*WHAT IS BEING ASKED*. An exact copy of all the data below is needed.

.....

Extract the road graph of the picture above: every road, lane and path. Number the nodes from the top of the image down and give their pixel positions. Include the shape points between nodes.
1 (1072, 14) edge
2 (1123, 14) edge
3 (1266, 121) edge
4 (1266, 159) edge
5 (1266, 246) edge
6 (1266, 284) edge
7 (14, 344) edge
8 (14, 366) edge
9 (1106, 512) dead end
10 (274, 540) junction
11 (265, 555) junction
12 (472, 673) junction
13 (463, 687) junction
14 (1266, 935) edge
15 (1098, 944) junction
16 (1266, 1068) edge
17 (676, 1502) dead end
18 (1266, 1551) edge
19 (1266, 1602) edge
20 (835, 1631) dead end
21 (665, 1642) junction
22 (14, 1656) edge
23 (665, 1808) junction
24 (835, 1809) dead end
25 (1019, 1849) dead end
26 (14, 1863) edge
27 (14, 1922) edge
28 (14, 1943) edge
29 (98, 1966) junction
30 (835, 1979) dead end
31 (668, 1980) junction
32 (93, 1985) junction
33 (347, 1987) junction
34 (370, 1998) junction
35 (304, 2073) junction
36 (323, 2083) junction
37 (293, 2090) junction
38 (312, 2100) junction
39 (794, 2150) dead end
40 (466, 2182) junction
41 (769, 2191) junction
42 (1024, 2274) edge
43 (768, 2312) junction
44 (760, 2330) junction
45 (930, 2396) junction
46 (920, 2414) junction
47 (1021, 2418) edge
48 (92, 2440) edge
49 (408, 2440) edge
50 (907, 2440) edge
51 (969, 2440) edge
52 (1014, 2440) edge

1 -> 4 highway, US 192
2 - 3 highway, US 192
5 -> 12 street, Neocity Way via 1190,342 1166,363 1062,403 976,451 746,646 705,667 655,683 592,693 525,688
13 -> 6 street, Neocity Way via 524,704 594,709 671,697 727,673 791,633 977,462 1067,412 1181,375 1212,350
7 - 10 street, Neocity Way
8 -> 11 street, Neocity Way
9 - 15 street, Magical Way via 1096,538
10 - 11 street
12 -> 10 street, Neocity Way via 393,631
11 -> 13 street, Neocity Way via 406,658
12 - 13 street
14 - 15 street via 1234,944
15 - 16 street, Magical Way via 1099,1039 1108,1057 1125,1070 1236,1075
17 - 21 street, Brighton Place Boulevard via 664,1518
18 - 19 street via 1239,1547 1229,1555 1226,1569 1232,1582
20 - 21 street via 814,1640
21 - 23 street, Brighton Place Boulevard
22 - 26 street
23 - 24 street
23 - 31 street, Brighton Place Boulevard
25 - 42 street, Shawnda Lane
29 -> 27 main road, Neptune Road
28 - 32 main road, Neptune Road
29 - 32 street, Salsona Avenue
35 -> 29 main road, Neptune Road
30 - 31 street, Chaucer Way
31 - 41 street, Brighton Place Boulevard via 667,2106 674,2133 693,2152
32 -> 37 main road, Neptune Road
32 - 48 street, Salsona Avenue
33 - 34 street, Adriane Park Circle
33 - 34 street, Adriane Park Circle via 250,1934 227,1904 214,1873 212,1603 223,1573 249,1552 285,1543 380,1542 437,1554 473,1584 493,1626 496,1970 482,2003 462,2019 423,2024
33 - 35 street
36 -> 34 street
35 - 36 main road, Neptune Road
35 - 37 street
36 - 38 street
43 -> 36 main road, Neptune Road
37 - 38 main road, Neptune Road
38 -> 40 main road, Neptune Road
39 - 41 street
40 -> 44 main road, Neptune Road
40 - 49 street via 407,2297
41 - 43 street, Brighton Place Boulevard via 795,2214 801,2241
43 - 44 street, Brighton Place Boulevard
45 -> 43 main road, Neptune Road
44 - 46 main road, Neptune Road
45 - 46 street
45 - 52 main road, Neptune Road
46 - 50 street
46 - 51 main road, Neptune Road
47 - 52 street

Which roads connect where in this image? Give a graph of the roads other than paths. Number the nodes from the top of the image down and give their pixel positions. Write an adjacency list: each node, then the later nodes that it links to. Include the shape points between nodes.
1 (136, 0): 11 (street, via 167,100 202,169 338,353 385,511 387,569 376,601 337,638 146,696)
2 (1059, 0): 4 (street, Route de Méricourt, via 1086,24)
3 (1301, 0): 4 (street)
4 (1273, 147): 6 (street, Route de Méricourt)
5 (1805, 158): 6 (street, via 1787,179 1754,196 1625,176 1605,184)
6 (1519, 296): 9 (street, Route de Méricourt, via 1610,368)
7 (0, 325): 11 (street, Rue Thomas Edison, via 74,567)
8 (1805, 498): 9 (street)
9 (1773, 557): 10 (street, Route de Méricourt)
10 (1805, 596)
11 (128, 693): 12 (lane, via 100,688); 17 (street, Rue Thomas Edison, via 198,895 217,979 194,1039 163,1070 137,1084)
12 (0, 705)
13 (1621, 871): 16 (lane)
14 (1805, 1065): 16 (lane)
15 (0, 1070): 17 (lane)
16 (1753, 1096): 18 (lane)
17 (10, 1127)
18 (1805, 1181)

.....

*THE COMPLETED TASK*.
Extract the road graph of the picture above: every road, lane and path. Number the nodes from the top of the image down and give their pixel positions. Include the shape points between nodes.
1 (1072, 14) edge
2 (1123, 14) edge
3 (1266, 121) edge
4 (1266, 159) edge
5 (1266, 246) edge
6 (1266, 284) edge
7 (14, 344) edge
8 (14, 366) edge
9 (1106, 512) dead end
10 (274, 540) junction
11 (265, 555) junction
12 (472, 673) junction
13 (463, 687) junction
14 (1266, 935) edge
15 (1098, 944) junction
16 (1266, 1068) edge
17 (676, 1502) dead end
18 (1266, 1551) edge
19 (1266, 1602) edge
20 (835, 1631) dead end
21 (665, 1642) junction
22 (14, 1656) edge
23 (665, 1808) junction
24 (835, 1809) dead end
25 (1019, 1849) dead end
26 (14, 1863) edge
27 (14, 1922) edge
28 (14, 1943) edge
29 (98, 1966) junction
30 (835, 1979) dead end
31 (668, 1980) junction
32 (93, 1985) junction
33 (347, 1987) junction
34 (370, 1998) junction
35 (304, 2073) junction
36 (323, 2083) junction
37 (293, 2090) junction
38 (312, 2100) junction
39 (794, 2150) dead end
40 (466, 2182) junction
41 (769, 2191) junction
42 (1024, 2274) edge
43 (768, 2312) junction
44 (760, 2330) junction
45 (930, 2396) junction
46 (920, 2414) junction
47 (1021, 2418) edge
48 (92, 2440) edge
49 (408, 2440) edge
50 (907, 2440) edge
51 (969, 2440) edge
52 (1014, 2440) edge

1 -> 4 highway, US 192
2 - 3 highway, US 192
5 -> 12 street, Neocity Way via 1190,342 1166,363 1062,403 976,451 746,646 705,667 655,683 592,693 525,688
13 -> 6 street, Neocity Way via 524,704 594,709 671,697 727,673 791,633 977,462 1067,412 1181,375 1212,350
7 - 10 street, Neocity Way
8 -> 11 street, Neocity Way
9 - 15 street, Magical Way via 1096,538
10 - 11 street
12 -> 10 street, Neocity Way via 393,631
11 -> 13 street, Neocity Way via 406,658
12 - 13 street
14 - 15 street via 1234,944
15 - 16 street, Magical Way via 1099,1039 1108,1057 1125,1070 1236,1075
17 - 21 street, Brighton Place Boulevard via 664,1518
18 - 19 street via 1239,1547 1229,1555 1226,1569 1232,1582
20 - 21 street via 814,1640
21 - 23 street, Brighton Place Boulevard
22 - 26 street
23 - 24 street
23 - 31 street, Brighton Place Boulevard
25 - 42 street, Shawnda Lane
29 -> 27 main road, Neptune Road
28 - 32 main road, Neptune Road
29 - 32 street, Salsona Avenue
35 -> 29 main road, Neptune Road
30 - 31 street, Chaucer Way
31 - 41 street, Brighton Place Boulevard via 667,2106 674,2133 693,2152
32 -> 37 main road, Neptune Road
32 - 48 street, Salsona Avenue
33 - 34 street, Adriane Park Circle
33 - 34 street, Adriane Park Circle via 250,1934 227,1904 214,1873 212,1603 223,1573 249,1552 285,1543 380,1542 437,1554 473,1584 493,1626 496,1970 482,2003 462,2019 423,2024
33 - 35 street
36 -> 34 street
35 - 36 main road, Neptune Road
35 - 37 street
36 - 38 street
43 -> 36 main road, Neptune Road
37 - 38 main road, Neptune Road
38 -> 40 main road, Neptune Road
39 - 41 street
40 -> 44 main road, Neptune Road
40 - 49 street via 407,2297
41 - 43 street, Brighton Place Boulevard via 795,2214 801,2241
43 - 44 street, Brighton Place Boulevard
45 -> 43 main road, Neptune Road
44 - 46 main road, Neptune Road
45 - 46 street
45 - 52 main road, Neptune Road
46 - 50 street
46 - 51 main road, Neptune Road
47 - 52 street

Which roads connect where in this image? Give a graph of the roads other than paths. Number the nodes from the top of the image down and give their pixel positions. Write an adjacency list: each node, then the later nodes that it links to. Include the shape points between nodes.
1 (136, 0): 11 (street, via 167,100 202,169 338,353 385,511 387,569 376,601 337,638 146,696)
2 (1059, 0): 4 (street, Route de Méricourt, via 1086,24)
3 (1301, 0): 4 (street)
4 (1273, 147): 6 (street, Route de Méricourt)
5 (1805, 158): 6 (street, via 1787,179 1754,196 1625,176 1605,184)
6 (1519, 296): 9 (street, Route de Méricourt, via 1610,368)
7 (0, 325): 11 (street, Rue Thomas Edison, via 74,567)
8 (1805, 498): 9 (street)
9 (1773, 557): 10 (street, Route de Méricourt)
10 (1805, 596)
11 (128, 693): 12 (lane, via 100,688); 17 (street, Rue Thomas Edison, via 198,895 217,979 194,1039 163,1070 137,1084)
12 (0, 705)
13 (1621, 871): 16 (lane)
14 (1805, 1065): 16 (lane)
15 (0, 1070): 17 (lane)
16 (1753, 1096): 18 (lane)
17 (10, 1127)
18 (1805, 1181)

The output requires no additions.